01 August 2007

Tanking Up: The Commercial and Strategic Significance of China’s Growing Tanker Fleet

Gabriel B. Collins and Andrew S. Erickson, “Tanking Up: The Commercial and Strategic Significance of China’s Growing Tanker Fleet,” Geopolitics of Energy 29.8 (August 2007): 2-11.

This article analyzes China’s plans to control the entire oil supply chain in order to guarantee its oil supply during times of crisis and probes the underlining factors that shape China’s energy policy and, in particular, its energy oil tanker fleet plans. China’s share of total world oil consumption will likely more than double in the next 15 years. Despite likely future increases in oil imported overland, China will continue to rely on maritime transport for the majority of its increasing oil imports. In 2006, 76 percent of Chinese oil imports came from the Middle East and Africa.

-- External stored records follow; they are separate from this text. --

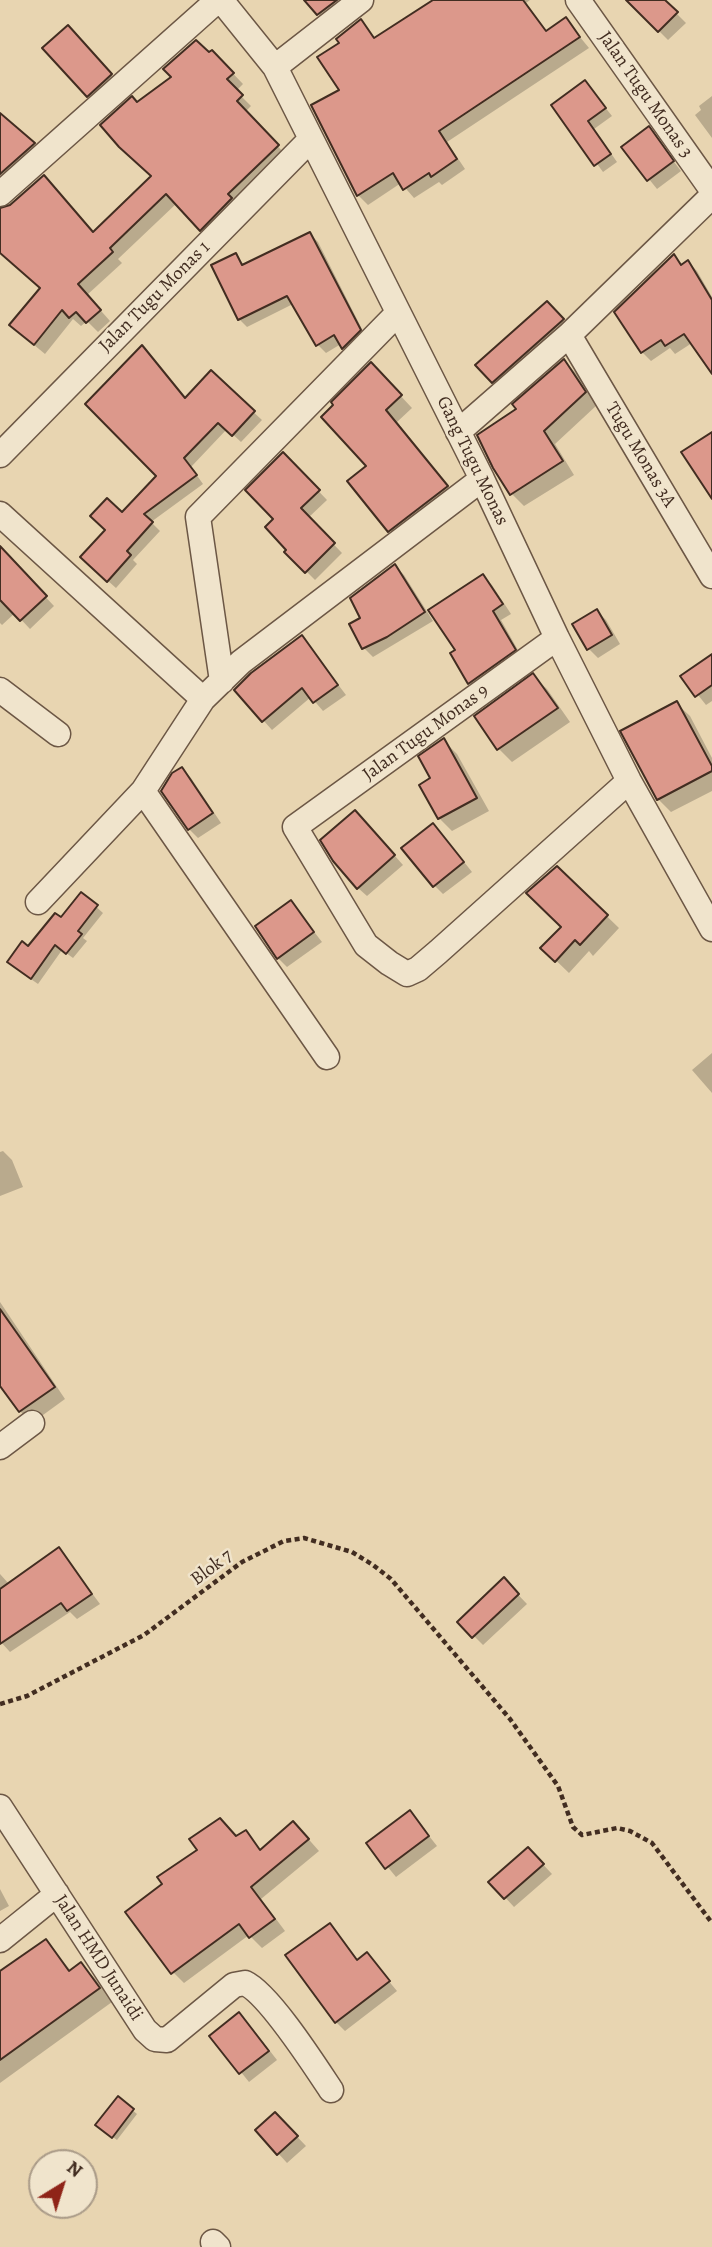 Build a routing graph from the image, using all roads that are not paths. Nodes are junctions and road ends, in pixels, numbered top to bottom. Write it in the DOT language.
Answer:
graph roads {
  1 [pos="220,0"];
  2 [pos="361,0"];
  3 [pos="578,0"];
  4 [pos="275,66"];
  5 [pos="310,140"];
  6 [pos="712,190"];
  7 [pos="0,194"];
  8 [pos="712,196"];
  9 [pos="398,313"];
  10 [pos="569,335"];
  11 [pos="458,432"];
  12 [pos="0,455"];
  13 [pos="482,479"];
  14 [pos="0,514"];
  15 [pos="712,576"];
  16 [pos="556,638"];
  17 [pos="222,681"];
  18 [pos="0,690"];
  19 [pos="203,699"];
  20 [pos="58,734"];
  21 [pos="629,781"];
  22 [pos="143,791"];
  23 [pos="38,902"];
  24 [pos="712,929"];
  25 [pos="327,1057"];
  26 [pos="32,1423"];
  27 [pos="0,1447"];
  28 [pos="0,1807"];
  29 [pos="57,1894"];
  30 [pos="0,1940"];
  31 [pos="331,2090"];
  1 -- 4 [label="street, Gang Tugu Monas"];
  1 -- 7 [label="street"];
  2 -- 4 [label="street"];
  3 -- 6 [label="street, Jalan Tugu Monas 3"];
  4 -- 5 [label="street, Gang Tugu Monas"];
  5 -- 9 [label="street, Gang Tugu Monas"];
  5 -- 12 [label="street, Jalan Tugu Monas 1"];
  8 -- 10 [label="street"];
  9 -- 11 [label="street, Gang Tugu Monas"];
  9 -- 17 [label="street"];
  10 -- 11 [label="street"];
  10 -- 15 [label="street, Tugu Monas 3A"];
  11 -- 13 [label="street, Gang Tugu Monas"];
  13 -- 16 [label="street, Gang Tugu Monas"];
  13 -- 17 [label="street"];
  14 -- 19 [label="street"];
  16 -- 21 [label="street, Gang Tugu Monas"];
  16 -- 21 [label="street, Jalan Tugu Monas 9"];
  17 -- 19 [label="street"];
  18 -- 20 [label="street"];
  19 -- 22 [label="street"];
  21 -- 24 [label="street, Gang Tugu Monas"];
  22 -- 23 [label="street"];
  22 -- 25 [label="street"];
  26 -- 27 [label="street"];
  28 -- 29 [label="street, Jalan HMD Junaidi"];
  29 -- 30 [label="street"];
  29 -- 31 [label="street, Jalan HMD Junaidi"];
} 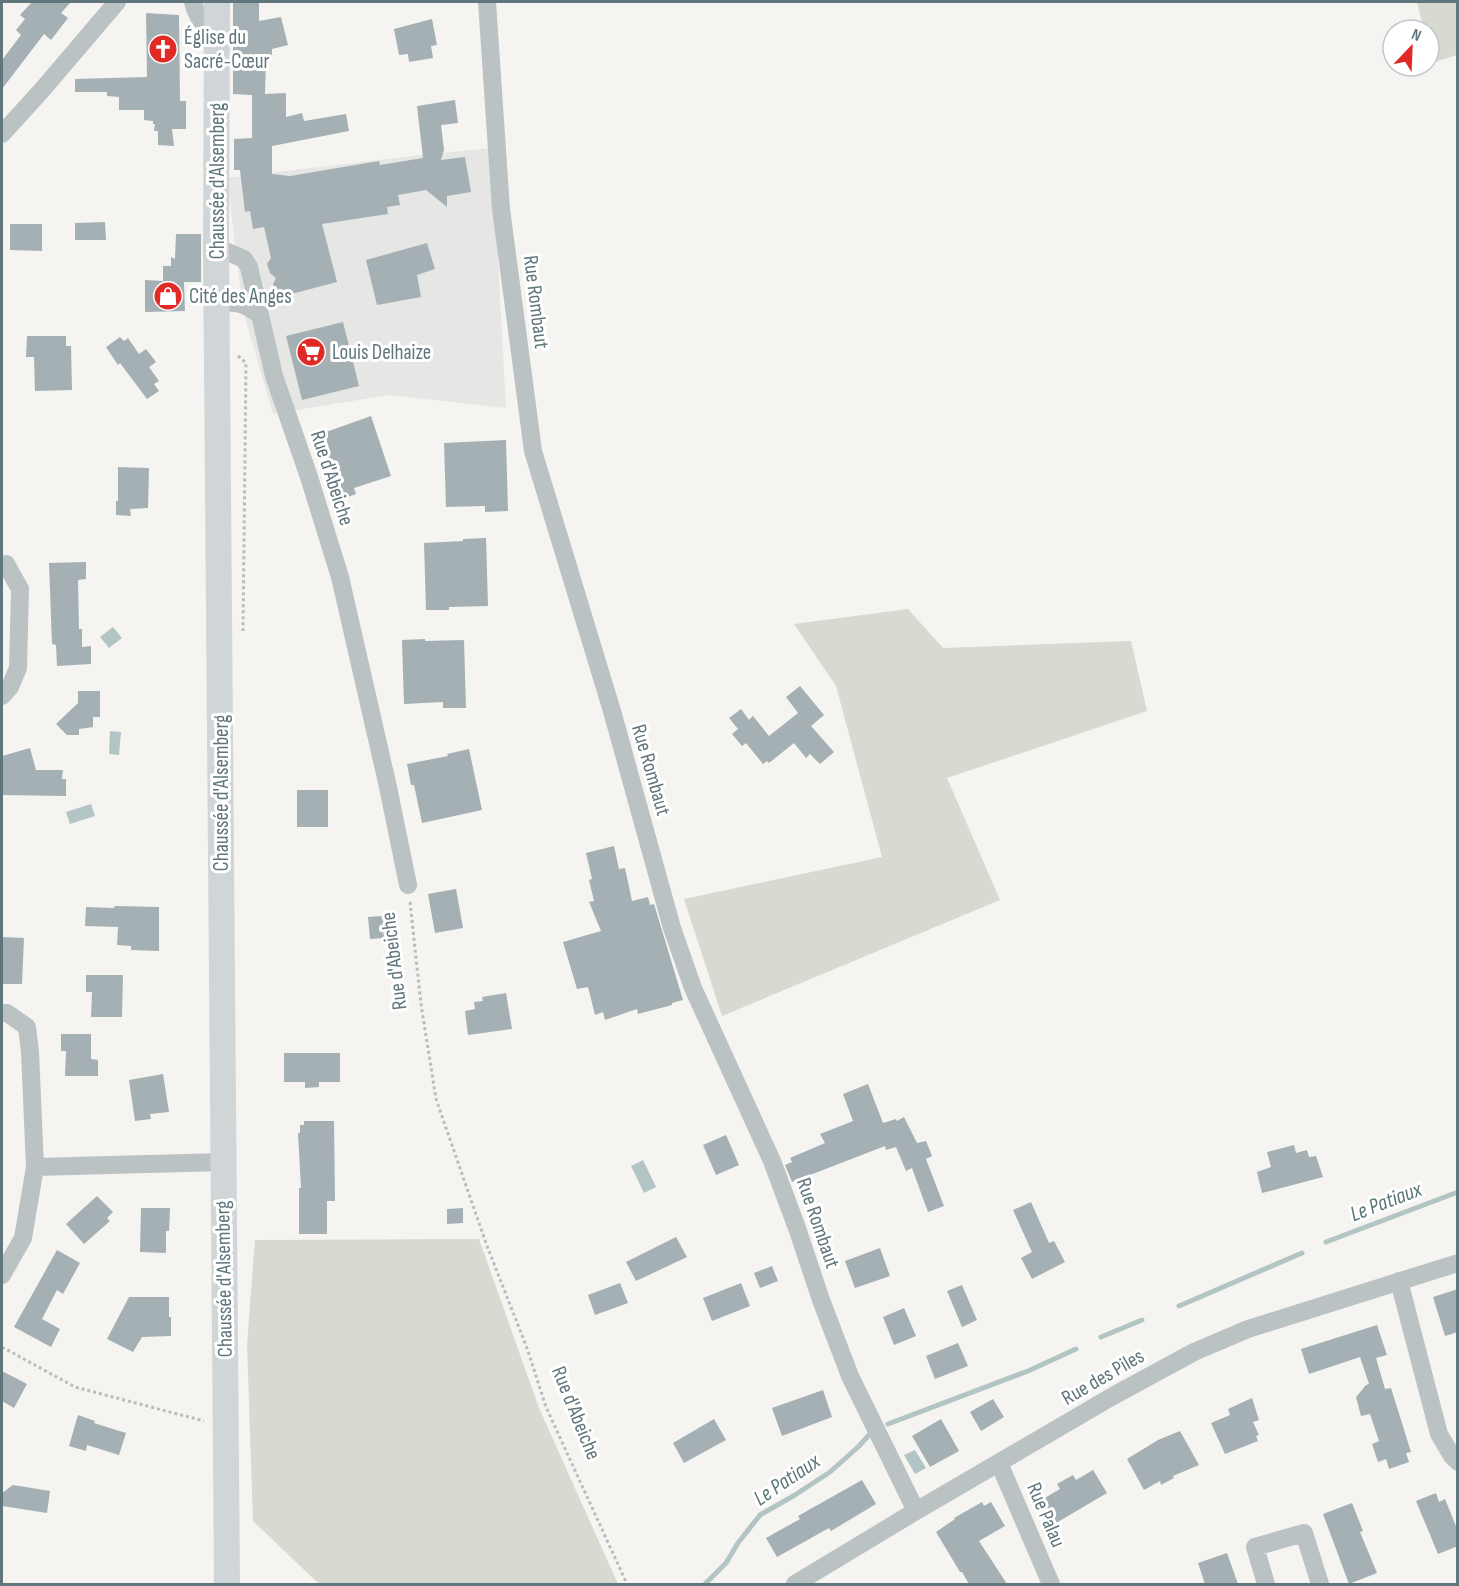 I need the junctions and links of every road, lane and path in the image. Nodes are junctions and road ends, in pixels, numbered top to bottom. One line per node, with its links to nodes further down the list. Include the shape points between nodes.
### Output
1 (117, 2): 6 (street)
2 (193, 2): 5 (street, via 204,26)
3 (216, 2): 5 (main road, Chaussée d'Alsemberg)
4 (487, 2): 23 (street, Rue Rombaut, via 501,209 533,451 693,988 772,1161 850,1376)
5 (217, 34): 7 (main road, Chaussée d'Alsemberg)
6 (2, 134)
7 (216, 247): 8 (main road, Chaussée d'Alsemberg); 9 (street, Rue d'Abeiche, via 244,259)
8 (217, 304): 9 (street, via 235,302); 14 (main road, Chaussée d'Alsemberg)
9 (260, 315): 12 (street, Rue d'Abeiche, via 274,376 340,577)
10 (6, 564): 11 (street, via 20,589 18,668)
11 (2, 696)
12 (408, 885): 25 (path, Rue d'Abeiche, via 436,1099 546,1407)
13 (2, 1013): 15 (street, via 27,1027)
14 (223, 1162): 15 (street); 20 (main road, Chaussée d'Alsemberg)
15 (35, 1167): 17 (street, via 23,1238)
16 (1458, 1263): 18 (street, Rue des Piles)
17 (2, 1275)
18 (1398, 1281): 21 (street, via 1439,1434); 22 (street, Rue des Piles, via 1248,1329 1194,1352)
19 (2, 1347): 20 (path, via 75,1387)
20 (226, 1426): 24 (main road, Chaussée d'Alsemberg)
21 (1458, 1462)
22 (999, 1463): 23 (street, Rue des Piles); 27 (street, Rue Palau)
23 (916, 1511): 26 (street, Rue des Piles)
24 (227, 1584)
25 (627, 1584)
26 (795, 1584)
27 (1051, 1584)
28 (1266, 1584): 29 (street, via 1255,1547 1304,1533)
29 (1320, 1584)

Driven by concerns of energy insecurity, China’s leadership desires control over the entire oil supply chain in order to guarantee its oil supply during times of crisis. Accordingly, it advocates building a national tanker fleet capable of hauling up to three quarters of Chinese oil imports by 2020. In China’s energy sector, national, provincial, and commercial actors often pursue their interests in ways that support their own objectives, sometimes at the expense of Beijing’s overall goals. Since China has lacked an Energy Ministry since 1993, it is unclear to what extent larger objectives are conclusively defined and coherently enforced. Tanker operations driven by economic opportunity are more profitable than those driven by state directives. Moreover, Chinese shipyards’ and shipping companies’ commercial deals with foreign operators are likely to further integrate Chinese firms into the global oil shipping sector.

As Chinese naval power and oil import dependency rise, however, security-minded factions in China’s leadership may use the country’s resource needs to justify both more centralized coordination of energy security policy and further pursuit of blue water naval capabilities to support such policy. The authors conclude that China appears to be profiting from shipbuilding and tanker operation during peacetime, while attempting to hedge its bets against future threats to oil shipments. They warn that such measures could, however, backfire if they led to sustained military buildup and economic mercantilism in a way that challenged the core interests of other Pacific powers and thereby precipitated corresponding reactions on their part. China’s leaders would do well to understand that the security of their nation’s maritime oil transport lies in the inherent difficulties facing any force trying to disrupt it, rather than on any other single factor.